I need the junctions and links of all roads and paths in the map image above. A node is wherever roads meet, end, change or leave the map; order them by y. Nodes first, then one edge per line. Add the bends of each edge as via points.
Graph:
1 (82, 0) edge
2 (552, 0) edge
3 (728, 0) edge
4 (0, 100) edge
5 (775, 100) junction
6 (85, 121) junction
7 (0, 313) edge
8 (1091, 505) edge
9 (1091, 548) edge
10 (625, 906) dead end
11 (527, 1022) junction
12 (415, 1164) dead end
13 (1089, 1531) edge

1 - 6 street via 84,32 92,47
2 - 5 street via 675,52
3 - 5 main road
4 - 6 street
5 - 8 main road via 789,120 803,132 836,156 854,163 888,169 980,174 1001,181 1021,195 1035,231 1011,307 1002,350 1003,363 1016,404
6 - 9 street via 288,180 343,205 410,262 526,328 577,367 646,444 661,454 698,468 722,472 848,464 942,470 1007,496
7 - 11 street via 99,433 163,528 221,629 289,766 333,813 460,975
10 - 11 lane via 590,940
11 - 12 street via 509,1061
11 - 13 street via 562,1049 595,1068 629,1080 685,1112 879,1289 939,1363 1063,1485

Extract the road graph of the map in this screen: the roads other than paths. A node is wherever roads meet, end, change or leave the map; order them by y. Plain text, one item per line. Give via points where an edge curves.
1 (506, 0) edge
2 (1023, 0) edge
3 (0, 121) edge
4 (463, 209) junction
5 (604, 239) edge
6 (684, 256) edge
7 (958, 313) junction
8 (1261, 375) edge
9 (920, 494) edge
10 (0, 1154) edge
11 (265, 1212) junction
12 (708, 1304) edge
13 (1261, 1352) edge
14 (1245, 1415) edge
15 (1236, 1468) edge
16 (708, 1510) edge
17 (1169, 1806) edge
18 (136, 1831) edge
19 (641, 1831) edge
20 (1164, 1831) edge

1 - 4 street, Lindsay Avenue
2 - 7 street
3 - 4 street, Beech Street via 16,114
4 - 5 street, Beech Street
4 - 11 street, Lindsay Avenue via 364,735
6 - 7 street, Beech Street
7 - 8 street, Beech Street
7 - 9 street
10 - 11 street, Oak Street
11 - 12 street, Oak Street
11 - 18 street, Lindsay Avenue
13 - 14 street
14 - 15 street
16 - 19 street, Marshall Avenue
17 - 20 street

----------

• Aim of the exercise: Give again each line shown above, keeping every word as it is.

• Reply to the task:
I need the junctions and links of all roads and paths in the map image above. A node is wherever roads meet, end, change or leave the map; order them by y. Nodes first, then one edge per line. Add the bends of each edge as via points.
Graph:
1 (82, 0) edge
2 (552, 0) edge
3 (728, 0) edge
4 (0, 100) edge
5 (775, 100) junction
6 (85, 121) junction
7 (0, 313) edge
8 (1091, 505) edge
9 (1091, 548) edge
10 (625, 906) dead end
11 (527, 1022) junction
12 (415, 1164) dead end
13 (1089, 1531) edge

1 - 6 street via 84,32 92,47
2 - 5 street via 675,52
3 - 5 main road
4 - 6 street
5 - 8 main road via 789,120 803,132 836,156 854,163 888,169 980,174 1001,181 1021,195 1035,231 1011,307 1002,350 1003,363 1016,404
6 - 9 street via 288,180 343,205 410,262 526,328 577,367 646,444 661,454 698,468 722,472 848,464 942,470 1007,496
7 - 11 street via 99,433 163,528 221,629 289,766 333,813 460,975
10 - 11 lane via 590,940
11 - 12 street via 509,1061
11 - 13 street via 562,1049 595,1068 629,1080 685,1112 879,1289 939,1363 1063,1485

Extract the road graph of the map in this screen: the roads other than paths. A node is wherever roads meet, end, change or leave the map; order them by y. Plain text, one item per line. Give via points where an edge curves.
1 (506, 0) edge
2 (1023, 0) edge
3 (0, 121) edge
4 (463, 209) junction
5 (604, 239) edge
6 (684, 256) edge
7 (958, 313) junction
8 (1261, 375) edge
9 (920, 494) edge
10 (0, 1154) edge
11 (265, 1212) junction
12 (708, 1304) edge
13 (1261, 1352) edge
14 (1245, 1415) edge
15 (1236, 1468) edge
16 (708, 1510) edge
17 (1169, 1806) edge
18 (136, 1831) edge
19 (641, 1831) edge
20 (1164, 1831) edge

1 - 4 street, Lindsay Avenue
2 - 7 street
3 - 4 street, Beech Street via 16,114
4 - 5 street, Beech Street
4 - 11 street, Lindsay Avenue via 364,735
6 - 7 street, Beech Street
7 - 8 street, Beech Street
7 - 9 street
10 - 11 street, Oak Street
11 - 12 street, Oak Street
11 - 18 street, Lindsay Avenue
13 - 14 street
14 - 15 street
16 - 19 street, Marshall Avenue
17 - 20 street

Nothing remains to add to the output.